Start of The input
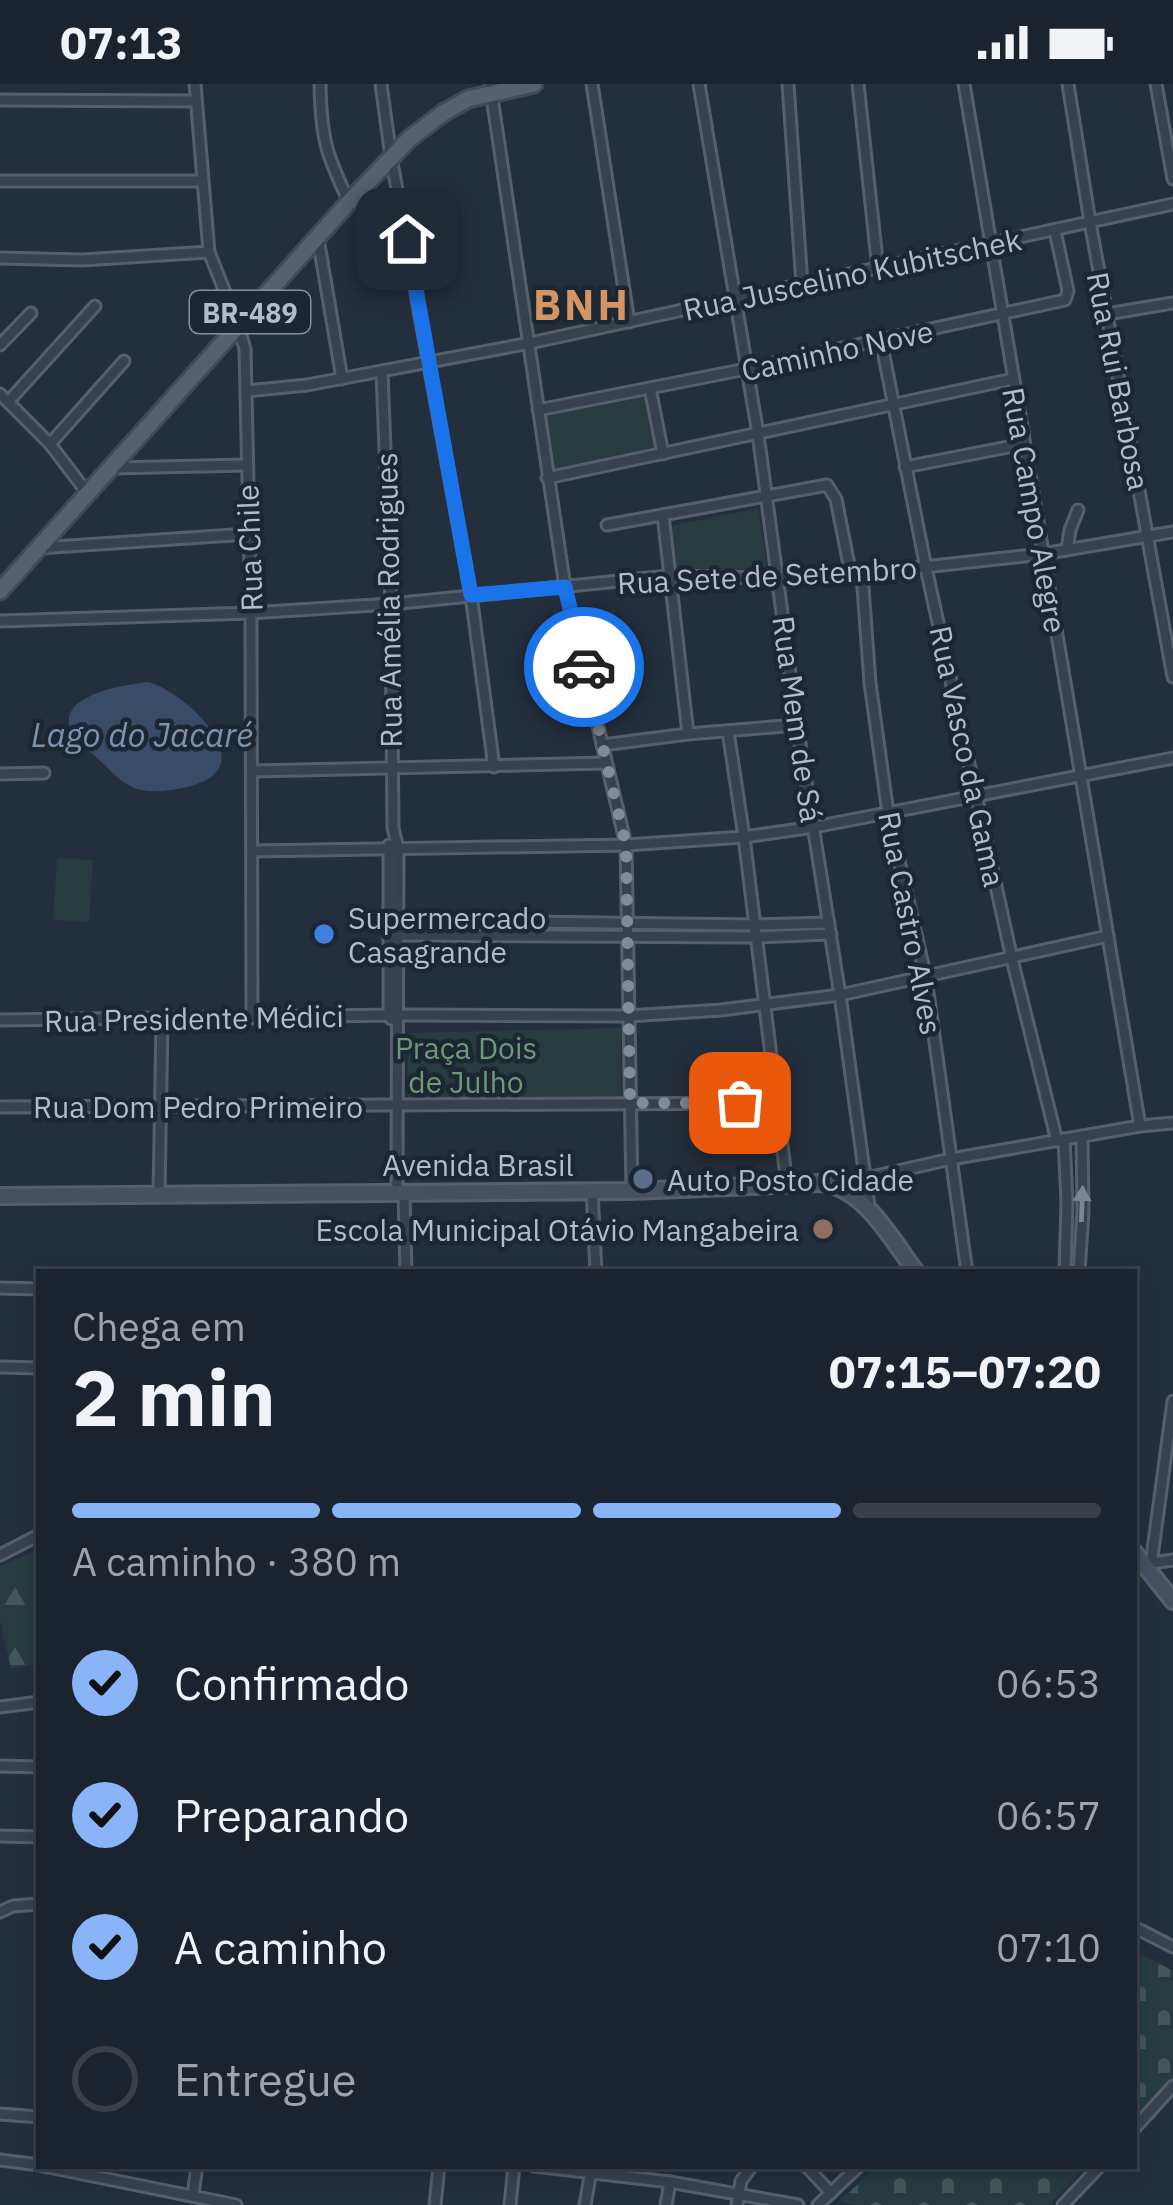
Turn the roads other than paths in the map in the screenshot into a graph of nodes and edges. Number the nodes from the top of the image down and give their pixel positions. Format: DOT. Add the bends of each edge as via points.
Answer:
graph roads {
  1 [pos="195,84"];
  2 [pos="320,84"];
  3 [pos="381,84"];
  4 [pos="534,84"];
  5 [pos="592,84"];
  6 [pos="699,84"];
  7 [pos="788,84"];
  8 [pos="858,84"];
  9 [pos="964,84"];
  10 [pos="1068,84"];
  11 [pos="1156,84"];
  12 [pos="490,88"];
  13 [pos="0,100"];
  14 [pos="196,101"];
  15 [pos="392,157"];
  16 [pos="1173,179"];
  17 [pos="0,181"];
  18 [pos="202,181"];
  19 [pos="349,202"];
  20 [pos="1173,204"];
  21 [pos="1090,222"];
  22 [pos="1055,231"];
  23 [pos="318,238"];
  24 [pos="991,245"];
  25 [pos="209,252"];
  26 [pos="0,258"];
  27 [pos="878,269"];
  28 [pos="802,284"];
  29 [pos="735,300"];
  30 [pos="1173,303"];
  31 [pos="95,305"];
  32 [pos="31,313"];
  33 [pos="1002,314"];
  34 [pos="1107,314"];
  35 [pos="629,322"];
  36 [pos="238,325"];
  37 [pos="881,341"];
  38 [pos="530,344"];
  39 [pos="0,345"];
  40 [pos="124,361"];
  41 [pos="430,361"];
  42 [pos="746,370"];
  43 [pos="382,372"];
  44 [pos="342,379"];
  45 [pos="1013,379"];
  46 [pos="650,388"];
  47 [pos="247,391"];
  48 [pos="4,398"];
  49 [pos="892,404"];
  50 [pos="538,410"];
  51 [pos="758,434"];
  52 [pos="50,444"];
  53 [pos="1024,444"];
  54 [pos="663,454"];
  55 [pos="246,465"];
  56 [pos="905,467"];
  57 [pos="112,468"];
  58 [pos="547,478"];
  59 [pos="88,494"];
  60 [pos="767,496"];
  61 [pos="1078,510"];
  62 [pos="663,515"];
  63 [pos="607,525"];
  64 [pos="1173,532"];
  65 [pos="248,534"];
  66 [pos="1148,536"];
  67 [pos="39,548"];
  68 [pos="1067,550"];
  69 [pos="1042,554"];
  70 [pos="926,568"];
  71 [pos="856,574"];
  72 [pos="668,576"];
  73 [pos="777,578"];
  74 [pos="565,587"];
  75 [pos="0,591"];
  76 [pos="471,595"];
  77 [pos="391,604"];
  78 [pos="251,613"];
  79 [pos="0,621"];
  80 [pos="1173,677"];
  81 [pos="797,725"];
  82 [pos="728,731"];
  83 [pos="688,734"];
  84 [pos="602,745"];
  85 [pos="1173,758"];
  86 [pos="606,763"];
  87 [pos="494,766"];
  88 [pos="391,768"];
  89 [pos="252,771"];
  90 [pos="44,773"];
  91 [pos="0,774"];
  92 [pos="1081,775"];
  93 [pos="976,796"];
  94 [pos="888,813"];
  95 [pos="814,827"];
  96 [pos="744,837"];
  97 [pos="626,845"];
  98 [pos="393,847"];
  99 [pos="253,851"];
  100 [pos="393,920"];
  101 [pos="628,929"];
  102 [pos="830,929"];
  103 [pos="756,931"];
  104 [pos="393,935"];
  105 [pos="1108,936"];
  106 [pos="1012,958"];
  107 [pos="926,978"];
  108 [pos="840,995"];
  109 [pos="764,1006"];
  110 [pos="628,1016"];
  111 [pos="253,1018"];
  112 [pos="162,1019"];
  113 [pos="394,1019"];
  114 [pos="0,1020"];
  115 [pos="630,1103"];
  116 [pos="776,1103"];
  117 [pos="395,1104"];
  118 [pos="0,1107"];
  119 [pos="160,1108"];
  120 [pos="1173,1123"];
  121 [pos="1140,1126"];
  122 [pos="1082,1136"];
  123 [pos="1061,1140"];
  124 [pos="951,1159"];
  125 [pos="865,1178"];
  126 [pos="787,1185"];
  127 [pos="836,1185"];
  128 [pos="400,1191"];
  129 [pos="592,1191"];
  130 [pos="632,1191"];
  131 [pos="159,1195"];
  132 [pos="0,1196"];
  133 [pos="869,1211"];
  134 [pos="406,1269"];
  135 [pos="596,1269"];
  136 [pos="914,1269"];
  137 [pos="967,1269"];
  138 [pos="1065,1269"];
  139 [pos="1078,1269"];
  140 [pos="0,1288"];
  141 [pos="36,1289"];
  142 [pos="0,1367"];
  143 [pos="36,1368"];
  144 [pos="1173,1401"];
  145 [pos="1169,1448"];
  146 [pos="36,1537"];
  147 [pos="0,1555"];
  148 [pos="1137,1555"];
  149 [pos="1173,1560"];
  150 [pos="1151,1567"];
  151 [pos="1173,1601"];
  152 [pos="36,1702"];
  153 [pos="0,1707"];
  154 [pos="0,1766"];
  155 [pos="36,1767"];
  156 [pos="0,1836"];
  157 [pos="36,1837"];
  158 [pos="36,1904"];
  159 [pos="0,1912"];
  160 [pos="1137,1929"];
  161 [pos="1173,1947"];
  162 [pos="1173,2086"];
  163 [pos="0,2114"];
  164 [pos="36,2117"];
  165 [pos="1137,2125"];
  166 [pos="0,2160"];
  167 [pos="36,2165"];
  168 [pos="57,2169"];
  169 [pos="196,2169"];
  170 [pos="440,2169"];
  171 [pos="514,2169"];
  172 [pos="568,2169"];
  173 [pos="646,2169"];
  174 [pos="750,2169"];
  175 [pos="809,2169"];
  176 [pos="856,2169"];
  177 [pos="1097,2169"];
  178 [pos="607,2170"];
  179 [pos="591,2171"];
  180 [pos="637,2178"];
  181 [pos="670,2182"];
  182 [pos="831,2193"];
  183 [pos="193,2195"];
  184 [pos="739,2199"];
  185 [pos="1067,2203"];
  186 [pos="236,2205"];
  187 [pos="435,2205"];
  188 [pos="510,2205"];
  189 [pos="585,2205"];
  190 [pos="666,2205"];
  191 [pos="798,2205"];
  192 [pos="818,2205"];
  1 -- 14 [label="street, Rua Chile"];
  2 -- 19 [label="street" via="324,145"];
  3 -- 15 [label="street"];
  4 -- 12 [label="main road, BR-489"];
  5 -- 35 [label="street"];
  6 -- 29 [label="street, Rua Mem de Sá"];
  7 -- 28 [label="street"];
  8 -- 27 [label="street"];
  9 -- 24 [label="street, Rua Campo Alegre"];
  10 -- 21 [label="street, Rua Rui Barbosa"];
  11 -- 16 [label="street"];
  12 -- 15 [label="main road, BR-489" via="424,126"];
  12 -- 38 [label="street"];
  13 -- 14 [label="street"];
  14 -- 18 [label="street, Rua Chile"];
  15 -- 19 [label="main road, BR-489"];
  15 -- 41 [label="street"];
  17 -- 18 [label="street"];
  18 -- 25 [label="street, Rua Chile"];
  19 -- 23 [label="main road, BR-489"];
  20 -- 21 [label="street, Rua Juscelino Kubitschek"];
  21 -- 22 [label="street, Rua Juscelino Kubitschek"];
  21 -- 34 [label="street, Rua Rui Barbosa"];
  22 -- 24 [label="street, Rua Juscelino Kubitschek"];
  22 -- 33 [label="street, Caminho Nove" via="1068,296"];
  23 -- 36 [label="main road, BR-489"];
  23 -- 44 [label="street"];
  24 -- 27 [label="street, Rua Juscelino Kubitschek"];
  24 -- 33 [label="street, Rua Campo Alegre"];
  25 -- 26 [label="street"];
  25 -- 36 [label="street, Rua Chile"];
  27 -- 28 [label="street, Rua Juscelino Kubitschek"];
  28 -- 29 [label="street, Rua Juscelino Kubitschek"];
  29 -- 35 [label="street, Rua Juscelino Kubitschek"];
  29 -- 42 [label="street, Rua Mem de Sá"];
  30 -- 34 [label="street"];
  31 -- 48 [label="street"];
  32 -- 39 [label="street"];
  33 -- 37 [label="street, Caminho Nove"];
  33 -- 45 [label="street, Rua Campo Alegre"];
  34 -- 66 [label="street, Rua Rui Barbosa"];
  35 -- 38 [label="street, Rua Juscelino Kubitschek"];
  36 -- 47 [label="street, Rua Chile"];
  36 -- 57 [label="main road, BR-489"];
  37 -- 42 [label="street, Caminho Nove"];
  37 -- 49 [label="street, Rua Vasco da Gama"];
  38 -- 41 [label="street, Rua Juscelino Kubitschek"];
  38 -- 50 [label="street"];
  40 -- 52 [label="street"];
  41 -- 43 [label="street, Rua Juscelino Kubitschek"];
  41 -- 76 [label="street"];
  42 -- 46 [label="street, Caminho Nove"];
  42 -- 51 [label="street, Rua Mem de Sá"];
  43 -- 44 [label="street, Rua Juscelino Kubitschek"];
  43 -- 77 [label="street, Rua Amélia Rodrigues"];
  44 -- 47 [label="street, Rua Juscelino Kubitschek"];
  45 -- 49 [label="street"];
  45 -- 53 [label="street, Rua Campo Alegre"];
  46 -- 50 [label="street, Caminho Nove"];
  46 -- 54 [label="street"];
  47 -- 55 [label="street, Rua Chile"];
  48 -- 52 [label="street"];
  49 -- 51 [label="street"];
  49 -- 56 [label="street, Rua Vasco da Gama"];
  50 -- 58 [label="street"];
  51 -- 54 [label="street"];
  51 -- 60 [label="street, Rua Mem de Sá"];
  52 -- 59 [label="street"];
  53 -- 56 [label="street"];
  53 -- 69 [label="street, Rua Campo Alegre"];
  54 -- 58 [label="street"];
  55 -- 57 [label="street"];
  55 -- 65 [label="street, Rua Chile"];
  56 -- 70 [label="street, Rua Vasco da Gama"];
  57 -- 59 [label="main road, BR-489"];
  58 -- 74 [label="street"];
  59 -- 67 [label="main road, BR-489"];
  60 -- 62 [label="street"];
  60 -- 71 [label="street, Rua Castro Alves" via="827,485"];
  60 -- 73 [label="street, Rua Mem de Sá"];
  61 -- 68 [label="street"];
  62 -- 63 [label="street"];
  62 -- 72 [label="street"];
  64 -- 66 [label="street, Rua Sete de Setembro"];
  65 -- 67 [label="street"];
  65 -- 78 [label="street, Rua Chile"];
  66 -- 68 [label="street, Rua Sete de Setembro"];
  66 -- 80 [label="street, Rua Rui Barbosa"];
  67 -- 75 [label="main road, BR-489"];
  68 -- 69 [label="street, Rua Sete de Setembro"];
  69 -- 70 [label="street, Rua Sete de Setembro"];
  69 -- 92 [label="street, Rua Campo Alegre"];
  70 -- 71 [label="street, Rua Sete de Setembro"];
  70 -- 93 [label="street, Rua Vasco da Gama"];
  71 -- 73 [label="street, Rua Sete de Setembro"];
  71 -- 94 [label="street, Rua Castro Alves"];
  72 -- 73 [label="street, Rua Sete de Setembro"];
  72 -- 74 [label="street, Rua Sete de Setembro"];
  72 -- 83 [label="street"];
  73 -- 81 [label="street, Rua Mem de Sá"];
  74 -- 76 [label="street, Rua Sete de Setembro"];
  74 -- 84 [label="street"];
  76 -- 77 [label="street, Rua Sete de Setembro"];
  76 -- 87 [label="street"];
  77 -- 78 [label="street, Rua Sete de Setembro"];
  77 -- 88 [label="street, Rua Amélia Rodrigues"];
  78 -- 79 [label="street, Rua Sete de Setembro"];
  78 -- 89 [label="street, Rua Chile"];
  81 -- 82 [label="street"];
  81 -- 95 [label="street, Rua Mem de Sá"];
  82 -- 83 [label="street"];
  82 -- 96 [label="street"];
  83 -- 84 [label="street"];
  84 -- 86 [label="street"];
  85 -- 92 [label="street"];
  86 -- 87 [label="street"];
  86 -- 97 [label="street"];
  87 -- 88 [label="street"];
  88 -- 89 [label="street"];
  88 -- 98 [label="street, Rua Amélia Rodrigues"];
  89 -- 99 [label="street, Rua Chile"];
  90 -- 91 [label="street"];
  92 -- 93 [label="street"];
  92 -- 105 [label="street, Rua Campo Alegre"];
  93 -- 94 [label="street"];
  93 -- 106 [label="street, Rua Vasco da Gama"];
  94 -- 95 [label="street"];
  94 -- 107 [label="street, Rua Castro Alves"];
  95 -- 96 [label="street"];
  95 -- 102 [label="street, Rua Mem de Sá"];
  96 -- 97 [label="street"];
  96 -- 103 [label="street"];
  97 -- 98 [label="street"];
  97 -- 101 [label="street"];
  98 -- 99 [label="street"];
  98 -- 100 [label="street, Rua Amélia Rodrigues"];
  99 -- 111 [label="street, Rua Chile"];
  100 -- 101 [label="street"];
  100 -- 104 [label="street, Rua Amélia Rodrigues"];
  101 -- 103 [label="street"];
  101 -- 104 [label="street"];
  101 -- 110 [label="street"];
  102 -- 103 [label="street"];
  102 -- 108 [label="street, Rua Mem de Sá"];
  103 -- 109 [label="street"];
  104 -- 113 [label="street, Rua Amélia Rodrigues"];
  105 -- 106 [label="street"];
  105 -- 121 [label="street, Rua Campo Alegre"];
  106 -- 107 [label="street"];
  106 -- 123 [label="street, Rua Vasco da Gama"];
  107 -- 108 [label="street"];
  107 -- 124 [label="street, Rua Castro Alves"];
  108 -- 109 [label="street"];
  108 -- 125 [label="street, Rua Mem de Sá"];
  109 -- 110 [label="street"];
  109 -- 116 [label="street"];
  110 -- 113 [label="street"];
  110 -- 115 [label="street"];
  111 -- 112 [label="street, Rua Presidente Médici"];
  111 -- 113 [label="street, Rua Presidente Médici"];
  112 -- 114 [label="street, Rua Presidente Médici"];
  112 -- 119 [label="street"];
  113 -- 117 [label="street"];
  115 -- 116 [label="street"];
  115 -- 117 [label="street"];
  115 -- 130 [label="street"];
  116 -- 126 [label="street"];
  117 -- 119 [label="street, Rua Dom Pedro Primeiro"];
  117 -- 128 [label="street"];
  118 -- 119 [label="street, Rua Dom Pedro Primeiro"];
  119 -- 131 [label="street"];
  120 -- 121 [label="street"];
  121 -- 122 [label="street"];
  122 -- 123 [label="street"];
  139 -- 122 [label="street, one-way"];
  123 -- 124 [label="street"];
  123 -- 138 [label="street, Rua Vasco da Gama"];
  124 -- 125 [label="street"];
  124 -- 137 [label="street, Rua Castro Alves"];
  125 -- 127 [label="street"];
  125 -- 133 [label="street, Rua Mem de Sá"];
  126 -- 127 [label="street, Avenida Brasil"];
  126 -- 130 [label="street, Avenida Brasil"];
  127 -- 133 [label="street"];
  128 -- 129 [label="street, Avenida Brasil"];
  128 -- 131 [label="street, Avenida Brasil"];
  128 -- 134 [label="street"];
  129 -- 130 [label="street, Avenida Brasil"];
  129 -- 135 [label="street"];
  131 -- 132 [label="street, Avenida Brasil"];
  133 -- 136 [label="street"];
  140 -- 141 [label="street"];
  142 -- 143 [label="street"];
  144 -- 145 [label="street"];
  145 -- 150 [label="street"];
  146 -- 147 [label="street"];
  148 -- 150 [label="street"];
  149 -- 150 [label="street"];
  150 -- 151 [label="street"];
  152 -- 153 [label="street"];
  154 -- 155 [label="street"];
  156 -- 157 [label="street"];
  158 -- 159 [label="street"];
  160 -- 161 [label="street"];
  162 -- 165 [label="street"];
  163 -- 164 [label="street"];
  166 -- 167 [label="street"];
  168 -- 183 [label="street"];
  169 -- 183 [label="street"];
  170 -- 187 [label="street"];
  171 -- 188 [label="street"];
  172 -- 179 [label="street"];
  173 -- 180 [label="street"];
  174 -- 184 [label="street"];
  175 -- 182 [label="street"];
  176 -- 182 [label="street"];
  177 -- 185 [label="street"];
  178 -- 179 [label="street"];
  178 -- 180 [label="street"];
  179 -- 189 [label="street"];
  180 -- 181 [label="street"];
  181 -- 184 [label="street"];
  181 -- 190 [label="street"];
  182 -- 192 [label="street"];
  183 -- 186 [label="street"];
  184 -- 191 [label="street"];
}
End of The input
What you are asked to do: Search the records for the word "Primeiro", then list every line that has it.

Response to the task:
  117 -- 119 [label="street, Rua Dom Pedro Primeiro"];
  118 -- 119 [label="street, Rua Dom Pedro Primeiro"];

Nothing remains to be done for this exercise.